Our next question comes from Ulises Argote from Santander.
And all the details that you have shared this has been extremely helpful. So Jose, I actually had one for you and kind of taking advantage there as you kind of ramp up into the CEO chair. But on your opening remarks, you said you were not satisfied with the results that we saw in the year, right? I know there's always room to grow and always room to improve. But if we are here 1 year from now and specifically maybe 2 or 3 key things, but what has to change from where the company is today for you to start next year's remarks saying you see a successful 2026 in the books?
Great question, Ulises. I would love to see hitting our top line growth of mid-single digits in OXXO with profitable traffic growth in same-store sales, at least -- I mean, for me, at least same-store sales growth of traffic, which is a tough, tough challenge because we have IEPS in soft drinks or taxes in soft drinks, added taxes in tobacco, the beer category with some struggles. But with the World Cup, with all of that we are doing with food, with all that we're doing in affordability and coffee, I should -- for me, success should mean same-store sales growth in the OXXO Mexico level. That should be added with market share growth. And then obviously, I would love to see Colombia in an -- at least EBIT breakeven and then Brazil hitting its targets of getting closer to a nice gross margin, opening 100 net new stores successfully. To me, that's what I would qualify as success. Europe should give us another strong year more because of efficiencies that they're still pulling out of the business, hopefully, with a couple of interesting deals that we're looking with partnering with some service stations. And then Coca-Cola FEMSA taking advantage of the World Cup and being able to transfer most of the price of the IEPS without any share loss gains, even with some gains in share and then gaining ROIC. All of them should be able to be gaining return on invested capital. Finally, if we are able to open a store a day in Bara, 1 store a day in Bara profitably, I will celebrate with champagne. That's success for me next year -- I mean, this year, sorry.

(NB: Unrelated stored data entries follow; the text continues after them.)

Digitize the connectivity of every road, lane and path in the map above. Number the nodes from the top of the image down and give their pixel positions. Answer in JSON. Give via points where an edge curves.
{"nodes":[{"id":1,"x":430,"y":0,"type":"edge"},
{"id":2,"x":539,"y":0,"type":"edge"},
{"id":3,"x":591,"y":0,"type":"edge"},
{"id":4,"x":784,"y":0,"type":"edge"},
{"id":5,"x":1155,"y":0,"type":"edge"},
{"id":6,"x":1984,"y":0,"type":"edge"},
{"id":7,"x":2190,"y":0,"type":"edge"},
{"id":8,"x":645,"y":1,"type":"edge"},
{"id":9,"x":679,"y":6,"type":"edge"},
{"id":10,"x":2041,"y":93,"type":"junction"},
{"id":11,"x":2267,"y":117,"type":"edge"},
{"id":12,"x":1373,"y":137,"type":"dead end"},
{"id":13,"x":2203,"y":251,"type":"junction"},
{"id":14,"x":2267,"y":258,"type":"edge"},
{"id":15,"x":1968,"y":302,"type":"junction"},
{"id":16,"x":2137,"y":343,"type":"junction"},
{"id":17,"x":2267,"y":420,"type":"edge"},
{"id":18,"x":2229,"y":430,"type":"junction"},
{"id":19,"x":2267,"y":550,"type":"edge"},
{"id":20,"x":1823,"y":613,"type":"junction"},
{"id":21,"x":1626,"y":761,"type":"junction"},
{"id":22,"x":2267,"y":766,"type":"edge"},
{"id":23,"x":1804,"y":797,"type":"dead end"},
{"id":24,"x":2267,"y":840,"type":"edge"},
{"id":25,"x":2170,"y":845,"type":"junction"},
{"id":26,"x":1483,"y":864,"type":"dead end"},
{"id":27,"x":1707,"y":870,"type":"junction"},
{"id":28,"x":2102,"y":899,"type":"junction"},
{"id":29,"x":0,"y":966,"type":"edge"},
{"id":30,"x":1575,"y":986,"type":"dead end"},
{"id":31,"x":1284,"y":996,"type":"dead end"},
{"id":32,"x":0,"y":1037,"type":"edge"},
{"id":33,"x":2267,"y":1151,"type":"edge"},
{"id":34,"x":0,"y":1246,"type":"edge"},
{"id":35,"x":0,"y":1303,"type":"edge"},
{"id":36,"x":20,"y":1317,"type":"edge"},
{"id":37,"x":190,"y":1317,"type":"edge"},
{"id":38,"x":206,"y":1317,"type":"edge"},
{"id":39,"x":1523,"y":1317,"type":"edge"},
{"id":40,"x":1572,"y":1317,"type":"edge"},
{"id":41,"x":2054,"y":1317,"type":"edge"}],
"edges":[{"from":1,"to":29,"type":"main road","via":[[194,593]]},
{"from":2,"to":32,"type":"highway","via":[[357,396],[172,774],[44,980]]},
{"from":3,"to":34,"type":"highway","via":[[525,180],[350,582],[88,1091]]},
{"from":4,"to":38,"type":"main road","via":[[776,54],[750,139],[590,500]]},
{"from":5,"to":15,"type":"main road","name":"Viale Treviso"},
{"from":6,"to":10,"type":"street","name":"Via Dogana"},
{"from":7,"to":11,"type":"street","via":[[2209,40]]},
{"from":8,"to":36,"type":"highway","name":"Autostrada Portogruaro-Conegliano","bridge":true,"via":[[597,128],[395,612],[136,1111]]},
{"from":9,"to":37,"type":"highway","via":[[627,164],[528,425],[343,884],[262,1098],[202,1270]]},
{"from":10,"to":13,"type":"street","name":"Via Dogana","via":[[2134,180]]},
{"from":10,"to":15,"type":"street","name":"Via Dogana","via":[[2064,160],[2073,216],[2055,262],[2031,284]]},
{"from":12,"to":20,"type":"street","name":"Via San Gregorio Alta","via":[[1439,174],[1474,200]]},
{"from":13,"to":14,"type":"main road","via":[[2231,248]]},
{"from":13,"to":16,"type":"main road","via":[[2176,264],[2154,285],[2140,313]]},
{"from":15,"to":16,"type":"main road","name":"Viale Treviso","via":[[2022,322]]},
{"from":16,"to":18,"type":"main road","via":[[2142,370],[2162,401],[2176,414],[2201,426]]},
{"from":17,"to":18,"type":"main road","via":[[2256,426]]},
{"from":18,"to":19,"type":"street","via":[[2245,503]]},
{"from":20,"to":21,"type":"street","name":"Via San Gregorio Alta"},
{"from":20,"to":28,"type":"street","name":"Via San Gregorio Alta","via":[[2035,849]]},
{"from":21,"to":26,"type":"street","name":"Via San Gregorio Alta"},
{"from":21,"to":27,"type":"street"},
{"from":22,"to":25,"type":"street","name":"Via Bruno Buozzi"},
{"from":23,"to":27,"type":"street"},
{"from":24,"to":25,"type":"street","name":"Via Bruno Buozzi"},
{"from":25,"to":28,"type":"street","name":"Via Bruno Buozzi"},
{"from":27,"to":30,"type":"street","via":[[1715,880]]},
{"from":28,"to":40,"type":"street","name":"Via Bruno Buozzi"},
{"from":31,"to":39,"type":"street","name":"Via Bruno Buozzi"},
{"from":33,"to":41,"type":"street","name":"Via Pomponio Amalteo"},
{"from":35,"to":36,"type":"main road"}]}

Amazing. That's great to hear and super clear. And if you reach that Bara per day target, I'll send you the champagne myself, Jose.
Thank you. I will send you a selfie or invite you for a toast.
Our next question comes from Henrique Brustolin from Bradesco BBI.
Jose Antonio, I wanted to circle back to your comments on OXXO Mexico about the opportunities you have for the new consumption occasions, right, or the large opportunity you see in breakfast, coffee, daily replenishment, which you're already present. But as you mentioned, you can effectively start to play to win on them. I just wanted to hear a little more what needs to change operationally in terms of assortment, pricing or even store execution for this to start to gain more traction? And how do you see the transition in terms of timing and implementing all these initiatives taking place to reflect in the performance of OXXO stores in Mexico? That would be my question.
Great. Just to be clear -- thank you, Henrique. But just to be clear, on regards to food or in general?
The question was in general, if there is anything specific that you can move the needle more or you are more focused at, it would be great to hear as well. But it was a category on food and the daily replenishment that you mentioned you can play to win.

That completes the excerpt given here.